As pessoas têm que ser informadas, isso não era no alto da montanha, sabe, isso foi apenas há
alguns metros de onde a trilha começava.
O outro cara riu e revirou os olhos.
- Me deixe adivinhar, você estava entrando? Não comeu comida que preste e dormiu no
chão por mais de uma semana, certo?
- Ei, uh, Mike, certo? - o barbudo chamou, olhando na nossa direção.
- Te vejo segunda - eu murmurei.
- Sim, senhor - Mike respondeu, se virando.
- Diga, houveram avisos recentes por aqui, sobre ursos negros?
- Não, senhor. Mas é sempre melhor manter a distância e guardar a sua comida
apropriadamente. Você já viu as novas latas á prova de ursos? Elas só pesam dois quilos...

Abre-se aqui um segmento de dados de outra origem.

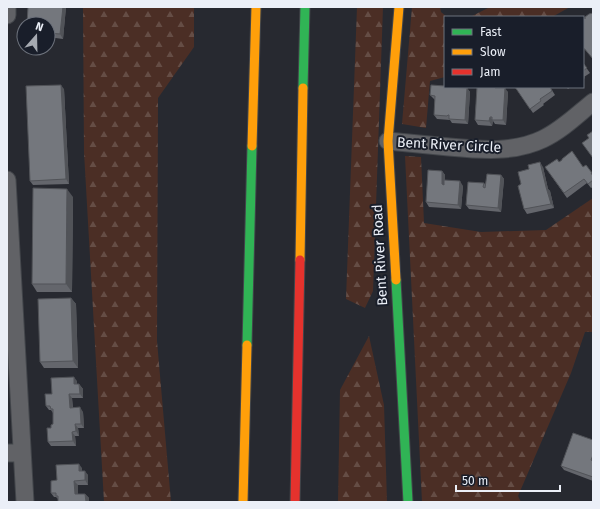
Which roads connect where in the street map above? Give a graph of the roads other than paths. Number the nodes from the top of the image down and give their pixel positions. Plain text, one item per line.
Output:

As portas se abriram pra me deixar sair na chuva. Eu estava espremida por dentro do meu
casaco enquanto corria pro meu carro.
A chuva batendo no meu capuz parecia estranhamente alta também, mas o som do ronco do
motor era mais alto que qualquer coisa.
Eu não queria voltar para a casa vazia de Charlie. A noite passada havia sido particularmente
brutal, e eu não tinha nenhuma intenção de revistar a cena do sofrimento. Mesmo quando a dor
diminuiu o suficiente pra me deixar dormir, ela não foi embora. Como eu disse a Jéssica depois do
filme, eu não tinha dúvidas de que teria pesadelos.
Eu sempre tinha pesadelos agora, toda noite. Não pesadelos, na verdade, não no plural,
porque era sempre o mesmo pesadelo.
Você acharia que eu tinha ficado entediado depois de todos esses meses, que havia ficado
imune a isso. Mas meus sonhos nunca falhavam em me deixar assustada, e eles só acabavam
quando eu me acordava gritando. Charlie já não vinha mais pra ver o que havia de errado, pra ter
certeza de que não havia nenhum estranho me estrangulando ou algo assim - agora ele já estava
acostumado.
Meu pesadelo provavelmente nem assustaria outra pessoa. Nada pulava e gritava "Boo!".
Não haviam zumbís, ou fantasmas, ou psicopatas. Não havia nada, na verdade. Só o nada. Só o
labirinto sem fim de árvores cobertas de musgos, tão quietas que o silêncio batia quase
insuportavelmente nos meus ouvidos. Estava escuro, como neblina ou um dia nublado, com luz
suficiente apenas pra que eu visse que não havia mais nada lá pra ver.
Eu me apressava na escuridão sem um caminho, sempre procurando, procurando,
procurando, ficando mais frenética enquanto o tempo passava, tentando me mover mais rápido,
apesar da velocidade me deixar mais desajeitada... Então chegava aquele ponto no sonho - e eu
podia sentí-lo chegando agora, mas eu não parecia ser capaz de me acordar antes dele chegar -
quando eu não conseguia me lembrar o que eu estava procurando.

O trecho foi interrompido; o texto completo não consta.